Die Klägerin kann zwar - wie oben ausgeführt - bestimmte Tätigkeiten nicht mehr durchführen. Diese sog qualitativen Einschränkungen gehen aber kaum über das hinaus, was bereits mit der Begrenzung des Leistungsvermögens auf nur noch leichte Arbeiten erfasst wird; sie führen nicht dazu, dass die auf nur noch leichte körperliche Tätigkeiten (zB leichte Montagetätigkeiten) begrenzte berufliche Leistungsfähigkeit der Klägerin zusätzlich eingeschränkt wird. Daher besteht keine Pflicht, der Klägerin konkrete Tätigkeiten, die sie mit ihrem Leistungsvermögen noch verrichten kann, zu benennen. Das Restleistungsvermögen der Klägerin erlaubt ihr weiterhin noch körperliche Verrichtungen, die in leichten einfachen Tätigkeiten gefordert zu werden pflegen, wie zB Zureichen, Abnehmen, Bedienen von Maschinen, Montieren, Kleben, Sortieren, Verpacken von kleinen Teilen. Für die der Klägerin noch möglichen Arbeiten ist die Fähigkeit des Lesens und Schreibens nicht unbedingt erforderlich.

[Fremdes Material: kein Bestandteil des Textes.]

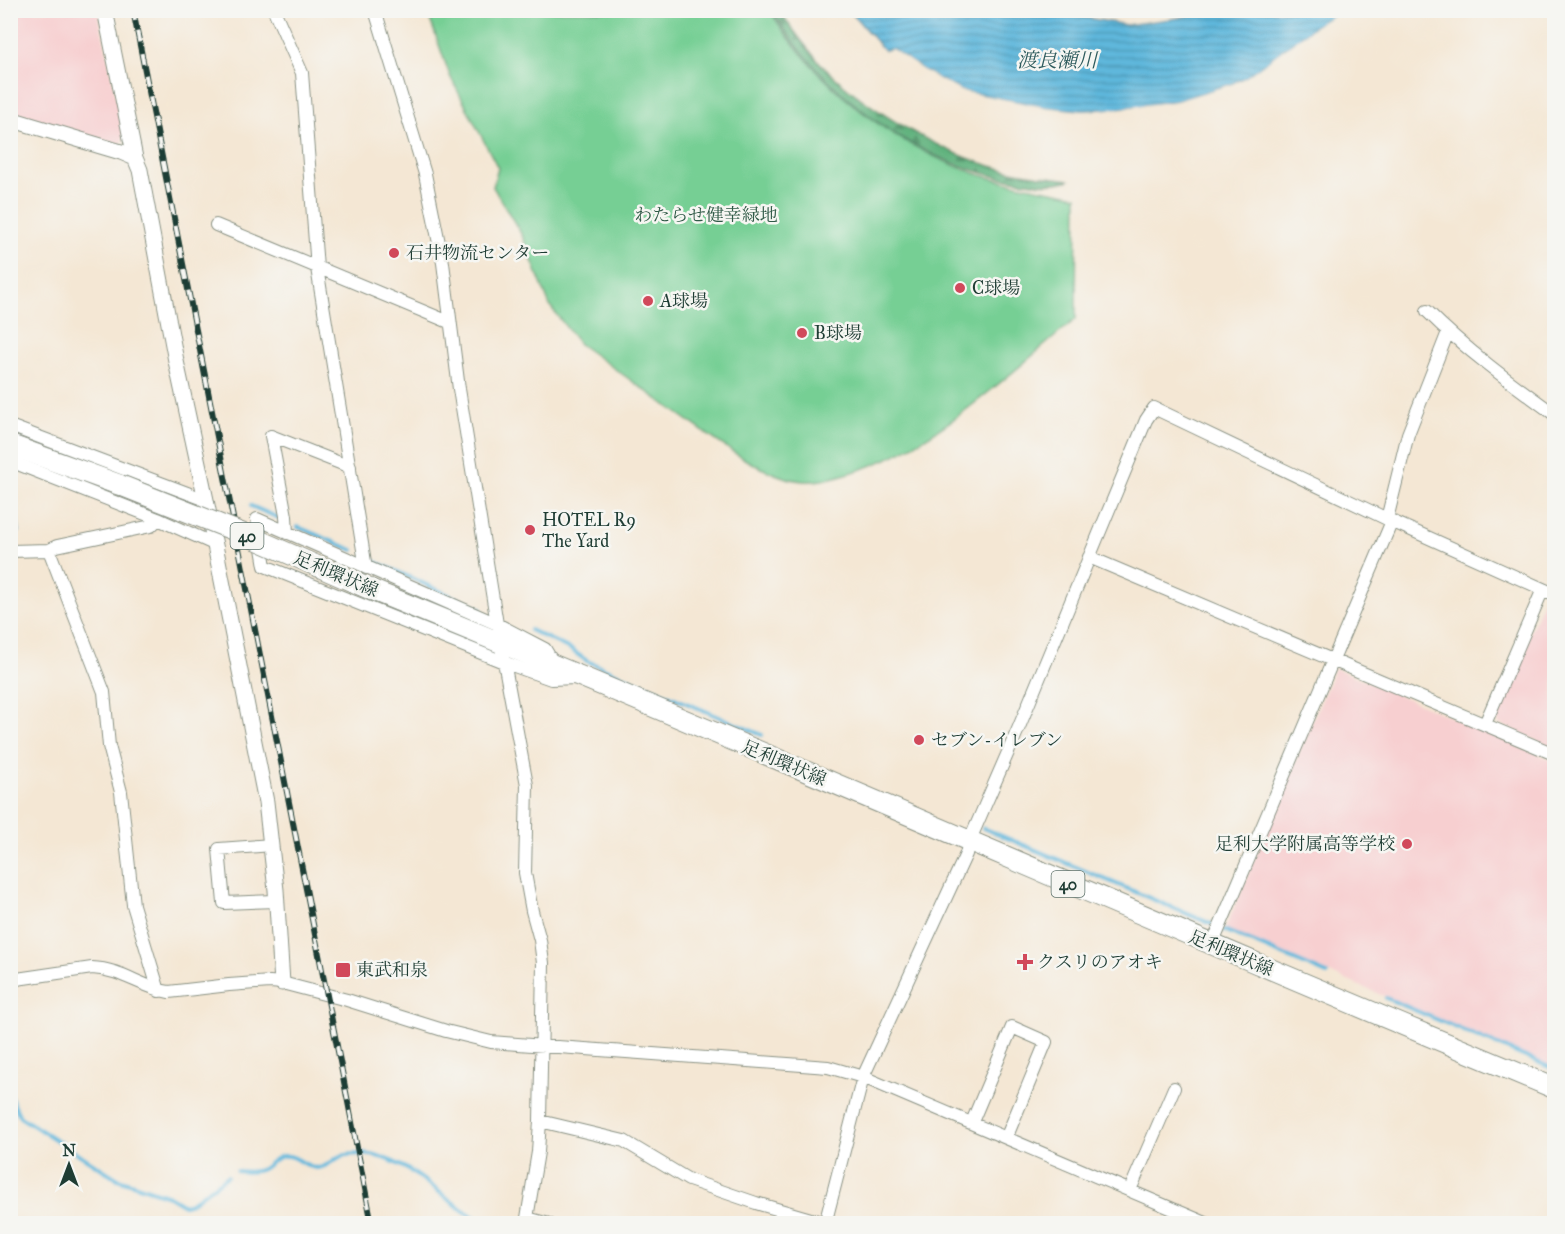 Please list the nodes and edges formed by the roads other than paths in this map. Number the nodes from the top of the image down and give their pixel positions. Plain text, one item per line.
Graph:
1 (105, 10) edge
2 (274, 10) edge
3 (375, 10) edge
4 (10, 119) edge
5 (135, 158) junction
6 (216, 225) dead end
7 (317, 268) junction
8 (1427, 311) dead end
9 (449, 322) junction
10 (1448, 332) junction
11 (1554, 414) edge
12 (10, 426) edge
13 (10, 445) edge
14 (10, 461) edge
15 (350, 466) junction
16 (206, 500) junction
17 (158, 519) junction
18 (1389, 520) junction
19 (287, 533) junction
20 (214, 544) junction
21 (10, 550) edge
22 (50, 550) junction
23 (1089, 557) junction
24 (366, 568) junction
25 (1549, 591) edge
26 (499, 633) junction
27 (1333, 659) junction
28 (506, 663) junction
29 (583, 678) junction
30 (1485, 724) junction
31 (1554, 754) edge
32 (969, 842) junction
33 (272, 845) junction
34 (276, 901) junction
35 (1212, 945) junction
36 (10, 980) edge
37 (282, 983) junction
38 (159, 991) junction
39 (543, 1047) junction
40 (863, 1077) junction
41 (1174, 1088) dead end
42 (1554, 1088) edge
43 (540, 1121) junction
44 (972, 1122) junction
45 (1007, 1136) junction
46 (1130, 1190) junction
47 (526, 1221) edge
48 (826, 1223) edge
49 (549, 1224) edge
50 (1208, 1224) edge

1 - 5 street
2 - 7 street
3 - 9 street
4 - 5 street
5 - 16 street
6 - 7 street
7 - 9 street
7 - 15 street
8 - 10 street
9 - 26 street
10 - 11 street
10 - 18 street
12 - 16 street
13 - 26 main road, 足利環状線 / 40, bridge
14 - 17 street
15 - 19 street
15 - 24 street
16 - 20 street
17 - 20 street
17 - 22 street
18 - 23 street
18 - 25 street
18 - 27 street
19 - 24 street
19 - 28 street
20 - 33 street
21 - 22 street
22 - 38 street
23 - 27 street
23 - 32 street
24 - 26 street
25 - 30 street
26 - 28 street
26 - 29 main road, 足利環状線 / 40
27 - 30 street
27 - 35 street
28 - 29 street
28 - 39 street
29 - 32 main road, 足利環状線 / 40
30 - 31 street
32 - 35 main road, 足利環状線 / 40
32 - 40 street
33 - 34 street
33 - 34 street
34 - 37 street
35 - 42 main road, 足利環状線 / 40
36 - 38 street
37 - 38 street
37 - 39 street
39 - 40 street
39 - 43 street
40 - 44 street
40 - 48 street
41 - 46 street
43 - 47 street
43 - 48 street
44 - 45 street
44 - 45 street
45 - 46 street
46 - 50 street
47 - 49 street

Es ist offensichtlich und bedarf daher keines weiteren Beweises, dass die für derartige einfache Arbeiten erforderlichen Kenntnisse auch durch Erklären und Vormachen vermittelt werden können.

Auch die Voraussetzungen für die Gewährung einer Rente wegen teilweiser Erwerbsminderung bei Berufsunfähigkeit im Sinne des § 240 Abs 1 SG VI liegen nicht vor, da die Klägerin nicht berufsunfähig ist. Sie kann - wie bereits dargelegt - eine zumutbare Tätigkeit mindestens sechs Stunden täglich ausüben. Aufgrund ihrer zuletzt ausgeübten Tätigkeit als Lagerarbeiterin kann sie auf sämtliche Tätigkeiten des allgemeinen Arbeitsmarktes verwiesen werden, ohne dass es der Benennung einer konkreten Tätigkeit bedarf.

Die Kostenentscheidung beruht auf § 193 SGG.

Gründe, die Revision zuzulassen, liegen nicht vor.